Segundo a SPM, a ministra Eleonora Menicucci “não tem medido esforços para mostrar essa importância aos deputados e deputadas. Durante as agendas de articulação para que o PL 7371/2014 entre na pauta da Câmara, a ministra obteve como resposta do presidente Eduardo Cunha uma sinalização de votá-lo em breve”. Ainda não há uma estimativa em valores das dotações do Fundo. De acordo com a secretaria, as formas de captação serão esclarecidas em regulamentação posterior à aprovação e sanção da lei. As fontes de recursos previstas no projeto de lei serão designadas pela lei orçamentária, além de doações, convênios e outros rendimentos. A pasta tem um dos menores orçamentos da Esplanada. Com o contingenciamento, o valor previsto para 2015 passou de R$ 236 milhões para R$ 133 milhões.
Avanços
A aprovação do feminicídio é o principal avanço recente na área. A lei sancionada em março torna o assassinato de mulheres condição agravante em casos de homicídio. O projeto prevê ainda aumento da pena em um terço se o crime acontecer durante a gestação ou nos três meses posteriores ao parto, se for contra maiores de 60 anos ou menores de 14 anos; ou se a vítima tiver alguma deficiência. Medidas de prevenção, com a inclusão de conteúdos de gênero, contudo, enfrentam resistência do Legislativo, como foi observado nos planos de educação municipais e estaduais no último mês. Outra iniciativa de destaque, a criação da Casa da Mulher Brasileira, apresenta falhas. Atualmente há duas unidades dos centros de assistência especializada, uma em Mato Grosso e outra no Distrito Federal. O programa previa inicialmente a inauguração de uma casa em cada capital até o fim do ano passado.
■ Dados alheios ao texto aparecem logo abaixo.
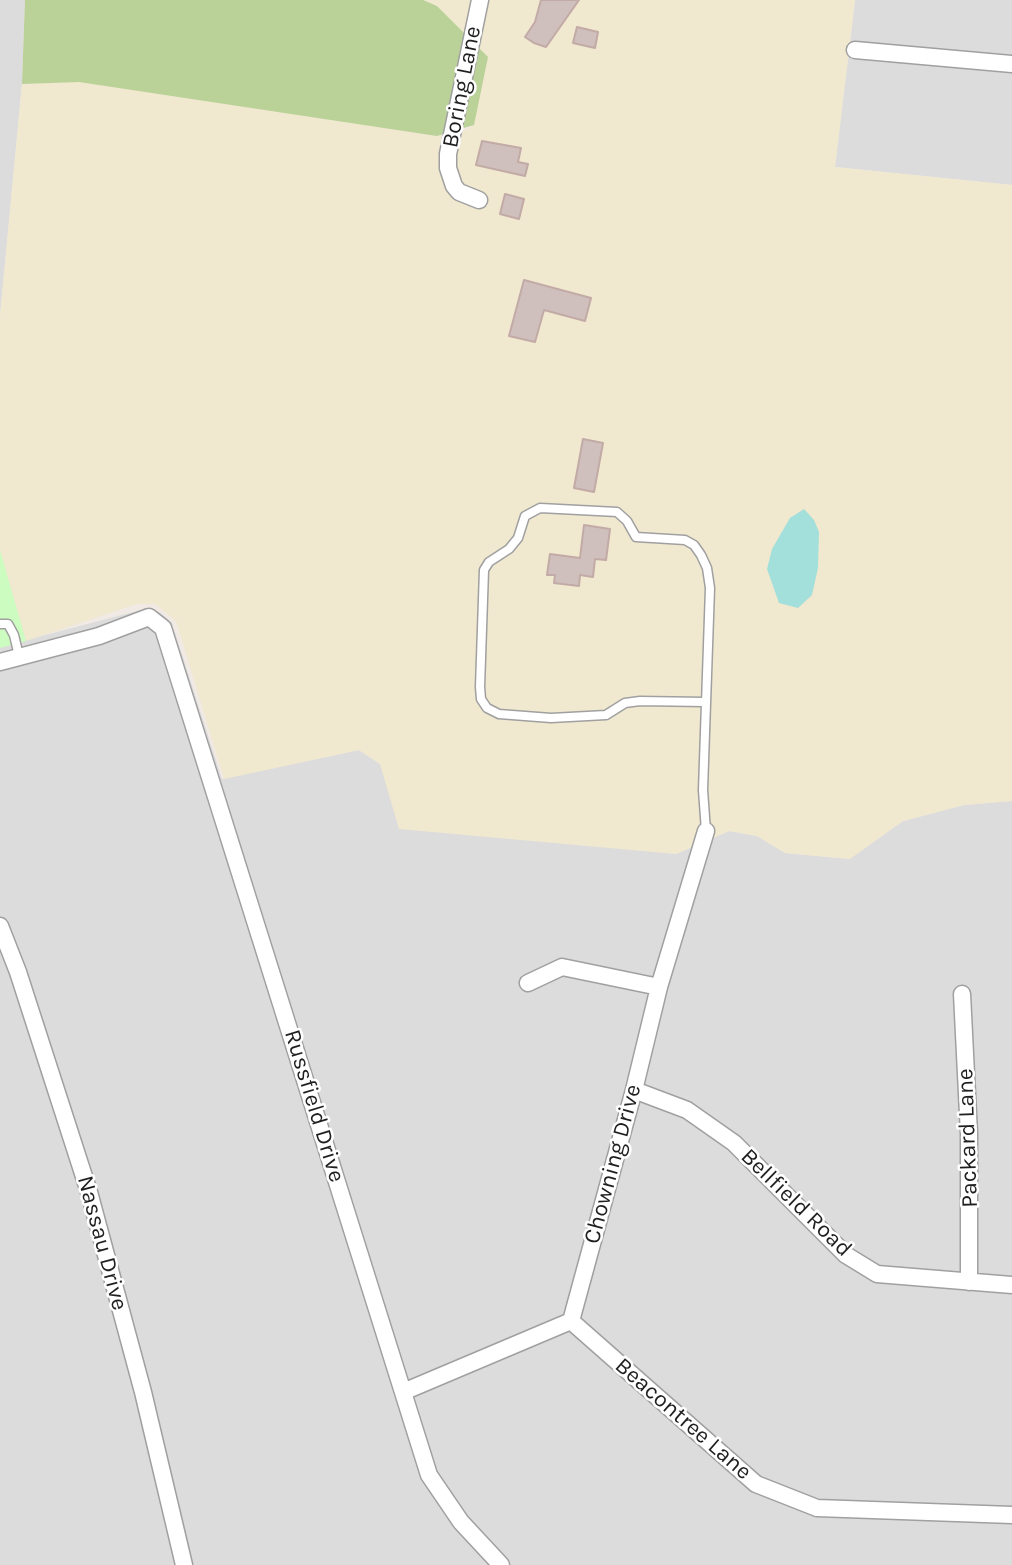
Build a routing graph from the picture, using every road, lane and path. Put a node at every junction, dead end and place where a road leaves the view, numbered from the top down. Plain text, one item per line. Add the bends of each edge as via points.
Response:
1 (480, 0) edge
2 (856, 51) dead end
3 (1012, 64) edge
4 (479, 200) dead end
5 (0, 624) edge
6 (19, 656) junction
7 (0, 662) edge
8 (705, 702) junction
9 (706, 831) joint
10 (0, 926) edge
11 (528, 984) dead end
12 (659, 987) junction
13 (962, 994) dead end
14 (634, 1090) junction
15 (969, 1282) junction
16 (1012, 1285) edge
17 (571, 1321) junction
18 (403, 1392) junction
19 (1012, 1515) edge
20 (184, 1565) edge
21 (500, 1565) edge

1 - 4 street, Boring Lane via 448,154 454,186
2 - 3 street
5 - 6 lane via 8,624
6 - 7 street
6 - 18 street, Russfield Drive via 99,636 149,617 163,628
8 - 8 lane via 710,588 707,568 694,545 685,540 636,537 617,512 540,508 525,516 518,538 484,570 480,687 487,708 499,714 551,718 606,715 625,703 640,701
8 - 9 lane
9 - 12 street, Chowning Drive
10 - 20 street, Nassau Drive via 89,1192
11 - 12 street via 562,967
12 - 14 street, Chowning Drive
13 - 15 street, Packard Lane via 969,1134
14 - 15 street, Bellfield Road via 687,1110 734,1143 846,1255 877,1274
14 - 17 street, Chowning Drive
15 - 16 street, Bellfield Road
17 - 18 street
17 - 19 street, Beacontree Lane via 756,1484 817,1508
18 - 21 street, Russfield Drive via 429,1475 461,1522

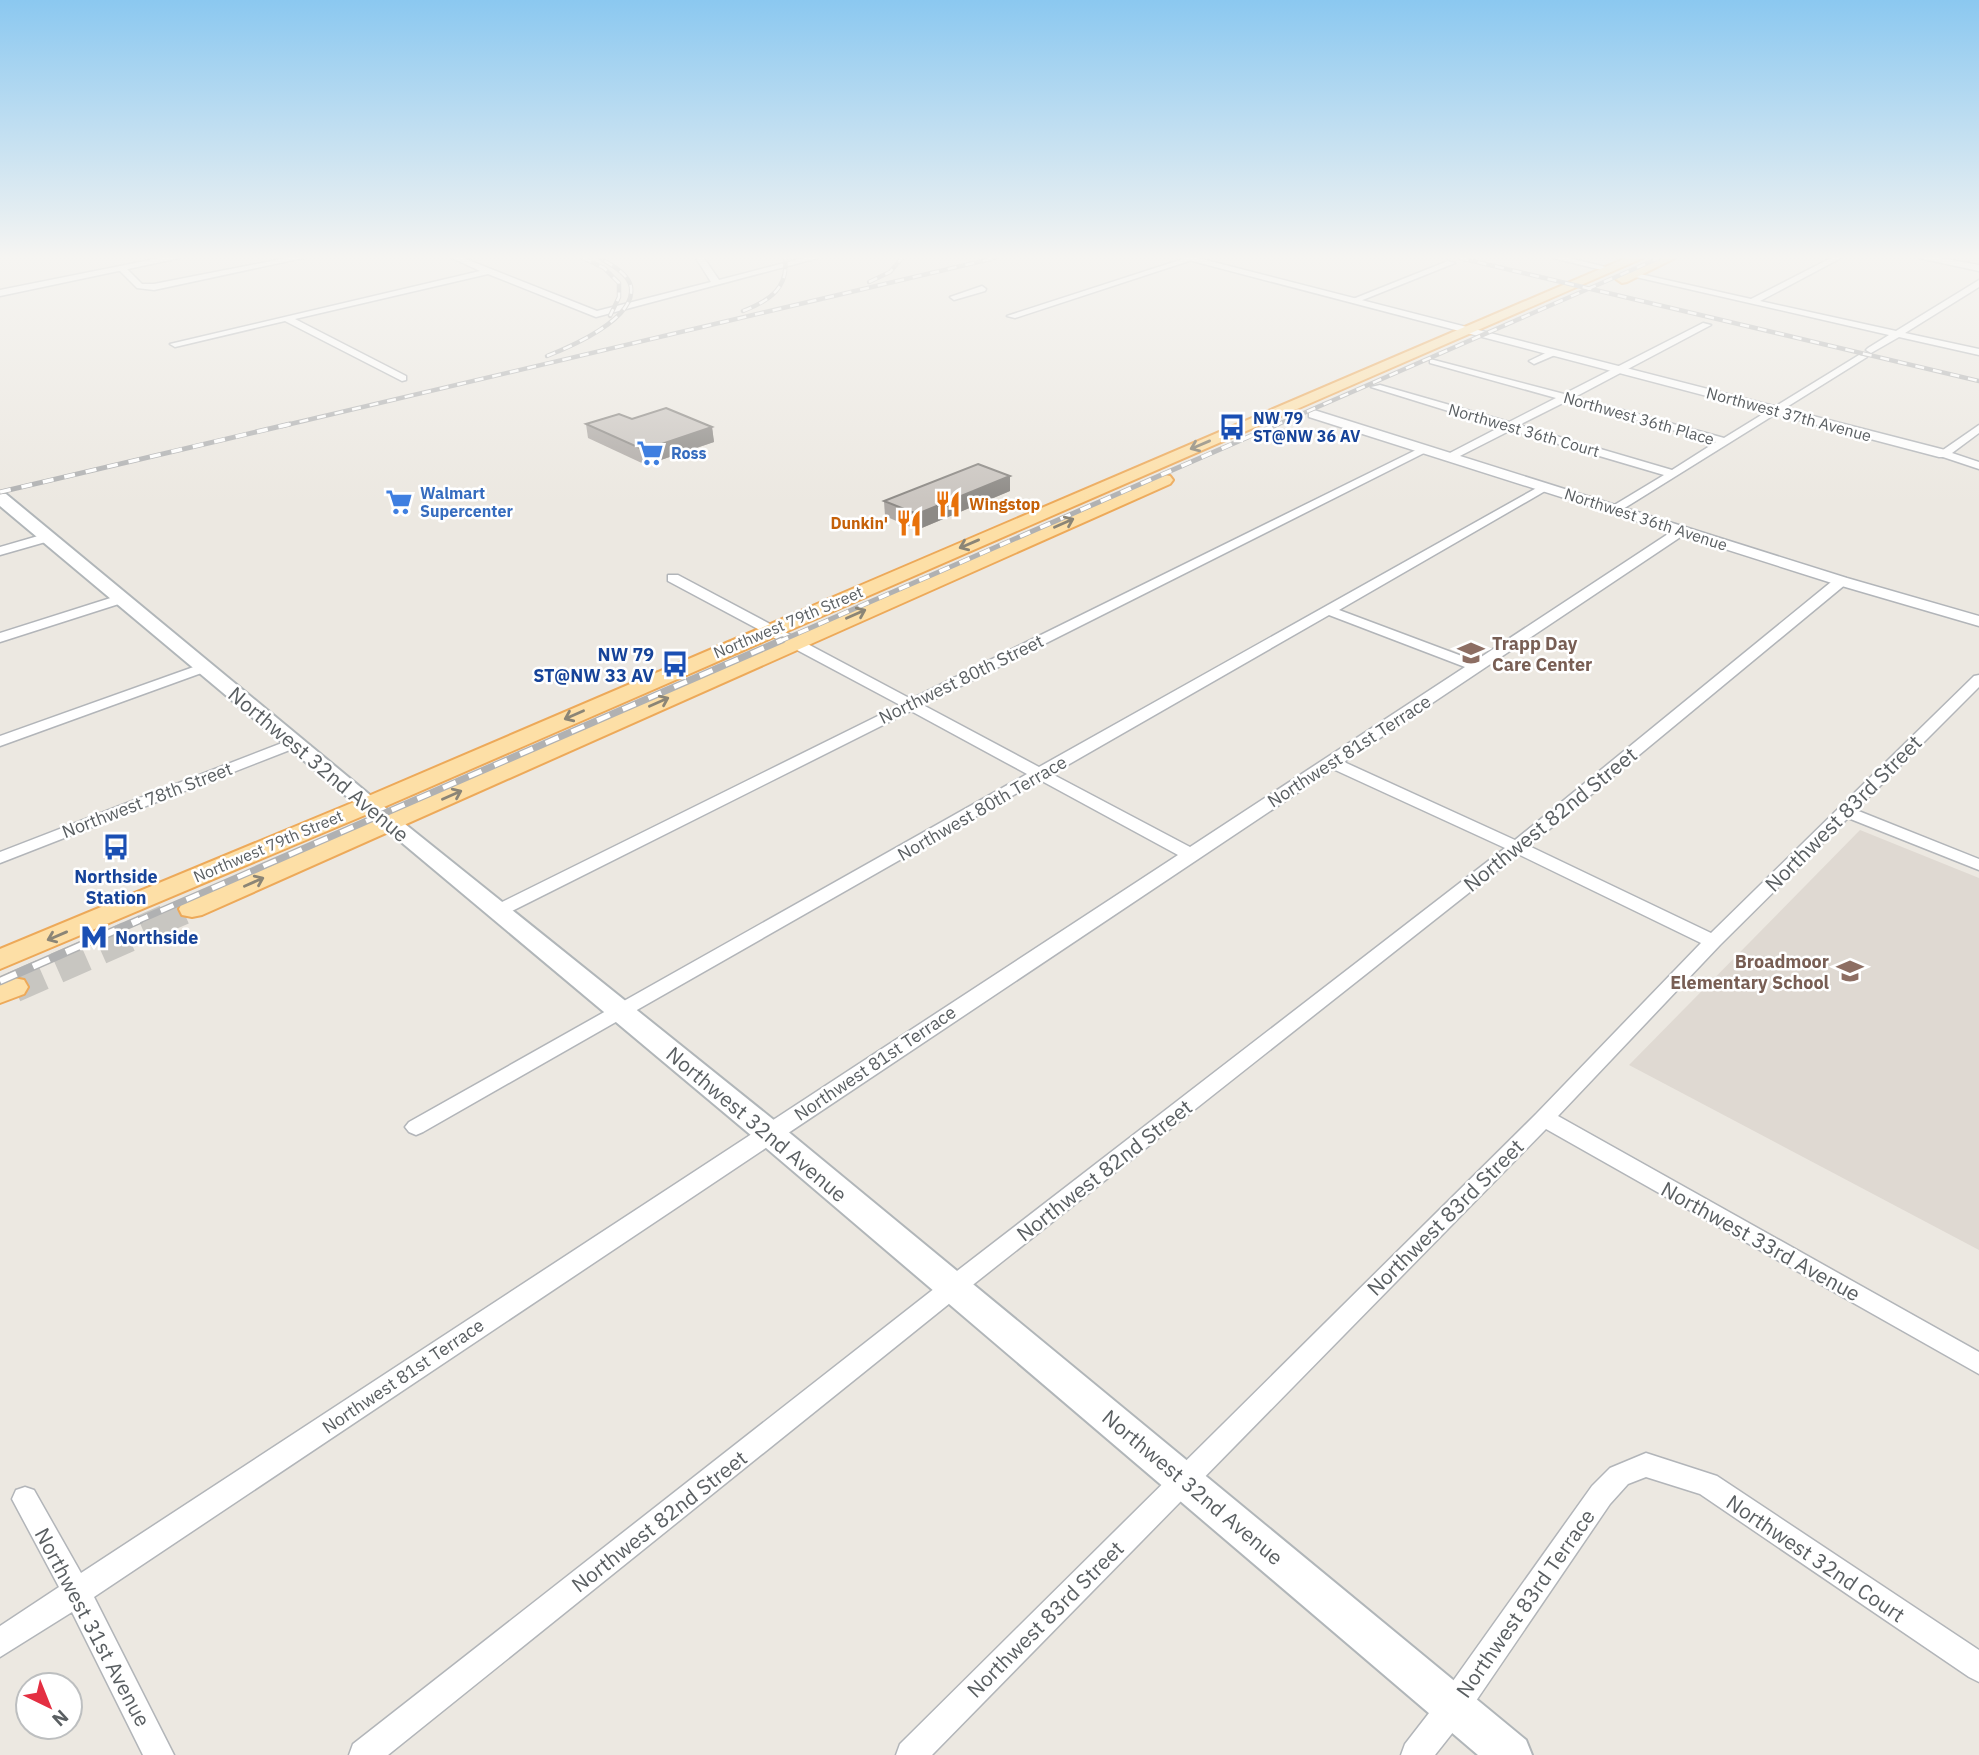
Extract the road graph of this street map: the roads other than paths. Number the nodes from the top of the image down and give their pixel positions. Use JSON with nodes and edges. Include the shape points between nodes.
{"nodes":[{"id":1,"x":194,"y":340,"type":"edge"},
{"id":2,"x":328,"y":340,"type":"edge"},
{"id":3,"x":1442,"y":340,"type":"edge"},
{"id":4,"x":1480,"y":340,"type":"edge"},
{"id":5,"x":1503,"y":340,"type":"edge"},
{"id":6,"x":1677,"y":340,"type":"edge"},
{"id":7,"x":1887,"y":340,"type":"edge"},
{"id":8,"x":1927,"y":340,"type":"edge"},
{"id":9,"x":175,"y":344,"type":"dead end"},
{"id":10,"x":1979,"y":352,"type":"edge"},
{"id":11,"x":1552,"y":353,"type":"junction"},
{"id":12,"x":1534,"y":360,"type":"dead end"},
{"id":13,"x":1433,"y":361,"type":"junction"},
{"id":14,"x":1619,"y":370,"type":"junction"},
{"id":15,"x":402,"y":378,"type":"dead end"},
{"id":16,"x":1376,"y":387,"type":"junction"},
{"id":17,"x":1564,"y":397,"type":"junction"},
{"id":18,"x":1775,"y":411,"type":"junction"},
{"id":19,"x":1314,"y":414,"type":"junction"},
{"id":20,"x":1508,"y":426,"type":"junction"},
{"id":21,"x":1979,"y":428,"type":"edge"},
{"id":22,"x":1724,"y":442,"type":"junction"},
{"id":23,"x":1979,"y":443,"type":"edge"},
{"id":24,"x":1956,"y":446,"type":"junction"},
{"id":25,"x":1426,"y":449,"type":"junction"},
{"id":26,"x":1944,"y":454,"type":"junction"},
{"id":27,"x":1450,"y":457,"type":"junction"},
{"id":28,"x":1979,"y":461,"type":"edge"},
{"id":29,"x":1979,"y":466,"type":"edge"},
{"id":30,"x":1671,"y":474,"type":"junction"},
{"id":31,"x":1546,"y":488,"type":"junction"},
{"id":32,"x":0,"y":498,"type":"edge"},
{"id":33,"x":1615,"y":510,"type":"junction"},
{"id":34,"x":1681,"y":531,"type":"junction"},
{"id":35,"x":45,"y":538,"type":"junction"},
{"id":36,"x":0,"y":551,"type":"edge"},
{"id":37,"x":673,"y":578,"type":"dead end"},
{"id":38,"x":1841,"y":581,"type":"junction"},
{"id":39,"x":120,"y":599,"type":"junction"},
{"id":40,"x":1330,"y":611,"type":"junction"},
{"id":41,"x":1979,"y":621,"type":"edge"},
{"id":42,"x":771,"y":629,"type":"junction"},
{"id":43,"x":0,"y":638,"type":"edge"},
{"id":44,"x":793,"y":642,"type":"junction"},
{"id":45,"x":1478,"y":667,"type":"junction"},
{"id":46,"x":202,"y":668,"type":"junction"},
{"id":47,"x":1979,"y":679,"type":"edge"},
{"id":48,"x":911,"y":704,"type":"junction"},
{"id":49,"x":0,"y":741,"type":"edge"},
{"id":50,"x":295,"y":743,"type":"junction"},
{"id":51,"x":1331,"y":762,"type":"junction"},
{"id":52,"x":1041,"y":774,"type":"junction"},
{"id":53,"x":368,"y":805,"type":"junction"},
{"id":54,"x":1845,"y":811,"type":"junction"},
{"id":55,"x":389,"y":822,"type":"junction"},
{"id":56,"x":1517,"y":848,"type":"junction"},
{"id":57,"x":1191,"y":854,"type":"junction"},
{"id":58,"x":0,"y":858,"type":"edge"},
{"id":59,"x":1979,"y":865,"type":"edge"},
{"id":60,"x":192,"y":909,"type":"tunnel mouth"},
{"id":61,"x":498,"y":911,"type":"junction"},
{"id":62,"x":1713,"y":941,"type":"junction"},
{"id":63,"x":0,"y":960,"type":"edge"},
{"id":64,"x":622,"y":1013,"type":"junction"},
{"id":65,"x":1544,"y":1118,"type":"junction"},
{"id":66,"x":416,"y":1127,"type":"dead end"},
{"id":67,"x":769,"y":1133,"type":"junction"},
{"id":68,"x":952,"y":1288,"type":"junction"},
{"id":69,"x":1979,"y":1364,"type":"edge"},
{"id":70,"x":1646,"y":1465,"type":"joint"},
{"id":71,"x":1184,"y":1479,"type":"junction"},
{"id":72,"x":25,"y":1499,"type":"dead end"},
{"id":73,"x":77,"y":1592,"type":"junction"},
{"id":74,"x":0,"y":1643,"type":"edge"},
{"id":75,"x":1979,"y":1667,"type":"edge"},
{"id":76,"x":1454,"y":1706,"type":"junction"},
{"id":77,"x":159,"y":1755,"type":"edge"},
{"id":78,"x":364,"y":1755,"type":"edge"},
{"id":79,"x":911,"y":1755,"type":"edge"},
{"id":80,"x":1416,"y":1755,"type":"edge"},
{"id":81,"x":1511,"y":1755,"type":"edge"}],
"edges":[{"from":1,"to":9,"type":"street"},
{"from":2,"to":15,"type":"street"},
{"from":3,"to":42,"type":"main road","name":"Northwest 79th Street","one_way":true},
{"from":4,"to":13,"type":"main road","name":"Northwest 79th Street"},
{"from":5,"to":11,"type":"street","name":"Northwest 37th Avenue"},
{"from":6,"to":14,"type":"street"},
{"from":7,"to":18,"type":"street"},
{"from":8,"to":10,"type":"street"},
{"from":11,"to":12,"type":"street"},
{"from":11,"to":14,"type":"street","name":"Northwest 37th Avenue"},
{"from":13,"to":16,"type":"main road","name":"Northwest 79th Street"},
{"from":13,"to":17,"type":"street","name":"Northwest 36th Place"},
{"from":14,"to":17,"type":"street"},
{"from":14,"to":18,"type":"street","name":"Northwest 37th Avenue"},
{"from":16,"to":19,"type":"main road","name":"Northwest 79th Street"},
{"from":16,"to":20,"type":"street","name":"Northwest 36th Court"},
{"from":17,"to":20,"type":"street"},
{"from":17,"to":22,"type":"street","name":"Northwest 36th Place"},
{"from":18,"to":22,"type":"street"},
{"from":18,"to":26,"type":"street","name":"Northwest 37th Avenue"},
{"from":19,"to":25,"type":"street","name":"Northwest 36th Avenue"},
{"from":44,"to":19,"type":"main road","name":"Northwest 79th Street","one_way":true},
{"from":20,"to":27,"type":"street"},
{"from":20,"to":30,"type":"street","name":"Northwest 36th Court"},
{"from":21,"to":24,"type":"street"},
{"from":22,"to":30,"type":"street"},
{"from":23,"to":24,"type":"street"},
{"from":24,"to":26,"type":"street"},
{"from":25,"to":27,"type":"street","name":"Northwest 36th Avenue"},
{"from":25,"to":48,"type":"street","name":"Northwest 80th Street"},
{"from":26,"to":28,"type":"street","name":"Northwest 37th Avenue"},
{"from":26,"to":29,"type":"street","name":"Northwest 37th Avenue"},
{"from":27,"to":31,"type":"street","name":"Northwest 36th Avenue"},
{"from":30,"to":33,"type":"street"},
{"from":31,"to":33,"type":"street","name":"Northwest 36th Avenue"},
{"from":31,"to":40,"type":"street","name":"Northwest 80th Terrace"},
{"from":32,"to":35,"type":"main road","name":"Northwest 32nd Avenue"},
{"from":33,"to":34,"type":"street","name":"Northwest 36th Avenue"},
{"from":34,"to":38,"type":"street","name":"Northwest 36th Avenue"},
{"from":34,"to":45,"type":"street","name":"Northwest 81st Terrace"},
{"from":35,"to":36,"type":"street"},
{"from":35,"to":39,"type":"main road","name":"Northwest 32nd Avenue"},
{"from":37,"to":42,"type":"street"},
{"from":38,"to":41,"type":"street","name":"Northwest 36th Avenue"},
{"from":38,"to":56,"type":"street","name":"Northwest 82nd Street"},
{"from":39,"to":43,"type":"street"},
{"from":39,"to":46,"type":"main road","name":"Northwest 32nd Avenue"},
{"from":40,"to":45,"type":"street"},
{"from":40,"to":52,"type":"street","name":"Northwest 80th Terrace"},
{"from":42,"to":44,"type":"street"},
{"from":42,"to":53,"type":"main road","name":"Northwest 79th Street","one_way":true},
{"from":44,"to":48,"type":"street"},
{"from":55,"to":44,"type":"main road","name":"Northwest 79th Street","one_way":true},
{"from":45,"to":51,"type":"street","name":"Northwest 81st Terrace"},
{"from":46,"to":49,"type":"street"},
{"from":46,"to":50,"type":"main road","name":"Northwest 32nd Avenue"},
{"from":47,"to":54,"type":"street","name":"Northwest 83rd Street"},
{"from":48,"to":52,"type":"street"},
{"from":48,"to":61,"type":"street","name":"Northwest 80th Street"},
{"from":50,"to":53,"type":"main road","name":"Northwest 32nd Avenue"},
{"from":50,"to":58,"type":"street","name":"Northwest 78th Street"},
{"from":51,"to":56,"type":"street"},
{"from":51,"to":57,"type":"street","name":"Northwest 81st Terrace"},
{"from":52,"to":57,"type":"street"},
{"from":52,"to":64,"type":"street","name":"Northwest 80th Terrace"},
{"from":53,"to":55,"type":"main road","name":"Northwest 32nd Avenue"},
{"from":53,"to":63,"type":"main road","name":"Northwest 79th Street","one_way":true},
{"from":54,"to":59,"type":"street"},
{"from":54,"to":62,"type":"street","name":"Northwest 83rd Street"},
{"from":60,"to":55,"type":"main road","name":"Northwest 79th Street","one_way":true},
{"from":55,"to":61,"type":"main road","name":"Northwest 32nd Avenue"},
{"from":56,"to":62,"type":"street"},
{"from":56,"to":68,"type":"street","name":"Northwest 82nd Street"},
{"from":57,"to":67,"type":"street","name":"Northwest 81st Terrace"},
{"from":61,"to":64,"type":"main road","name":"Northwest 32nd Avenue"},
{"from":62,"to":65,"type":"street","name":"Northwest 83rd Street"},
{"from":64,"to":66,"type":"street","name":"Northwest 80th Terrace"},
{"from":64,"to":67,"type":"main road","name":"Northwest 32nd Avenue"},
{"from":65,"to":69,"type":"street","name":"Northwest 33rd Avenue"},
{"from":65,"to":71,"type":"street","name":"Northwest 83rd Street"},
{"from":67,"to":68,"type":"main road","name":"Northwest 32nd Avenue"},
{"from":67,"to":73,"type":"street","name":"Northwest 81st Terrace"},
{"from":68,"to":71,"type":"main road","name":"Northwest 32nd Avenue"},
{"from":68,"to":78,"type":"street","name":"Northwest 82nd Street"},
{"from":70,"to":75,"type":"street","name":"Northwest 32nd Court","via":[[1708,1485]]},
{"from":70,"to":76,"type":"street","name":"Northwest 83rd Terrace","via":[[1619,1476],[1601,1495]]},
{"from":71,"to":76,"type":"main road","name":"Northwest 32nd Avenue"},
{"from":71,"to":79,"type":"street","name":"Northwest 83rd Street"},
{"from":72,"to":73,"type":"street","name":"Northwest 31st Avenue"},
{"from":73,"to":74,"type":"street","name":"Northwest 81st Terrace"},
{"from":73,"to":77,"type":"street","name":"Northwest 31st Avenue"},
{"from":76,"to":80,"type":"street","name":"Northwest 83rd Terrace"},
{"from":76,"to":81,"type":"main road","name":"Northwest 32nd Avenue"}]}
Em junho, o governo assumiu como novo prazo 2018 para concluir o programa.
Falhas no dia a dia
Além da demora na aprovação de novas leis, a atuação do Judiciário e do Executivo no enfrentamento à violência contra mulher também deixa a desejar. Apesar da visibilidade que o tema ganhou com a aprovação da Lei Maria da Penha, o efeito ainda é limitado na execução de políticas públicas, na avaliação de especialistas no tema. O foco em medidas punitivas, como a aprovação da lei do feminicídio em detrimento de ações preventivas, como a inclusão da discussão nas escolas, também é uma crítica recorrente.
“A punição é uma resposta muitíssimo limitada e que não é capaz de resolver o conflito nem de contribuir para a construção da igualdade entre homens e mulheres”, ressalta Fernanda Matsuda, socióloga, advogada e consultora do Instituto Patrícia Galvão. A falta de dados é outro entrave. Apesar de previsto na Lei Maria da Penha, o Sistema Nacional de Informação sobre Violência contra a Mulher não foi implementado. Com ele, seria possível reunir informações em áreas distintas como saúde e segurança, de diferentes esferas do governo, o que poderia aprimorar a aplicação de medidas adequadas para cada local e tipo de violência contra mulher. Atualmente são poucas as Secretarias de Segurança Pública e Ministérios Públicos que disponibilizam ao público dados divididos por gênero.
Para Carmen Hein de Campos, doutora em ciência criminais e consultora na CPMI encerrada em 2013, o Fundo Nacional de Enfrentamento à Violência Contra as Mulheres é especialmente importante devido ao cenário de crise orçamentária. “É inaceitável que ainda não tenha sido aprovada pelo parlamento. O contingenciamento é muito ruim para a política de enfrentamento às violências contra as mulheres”, critica.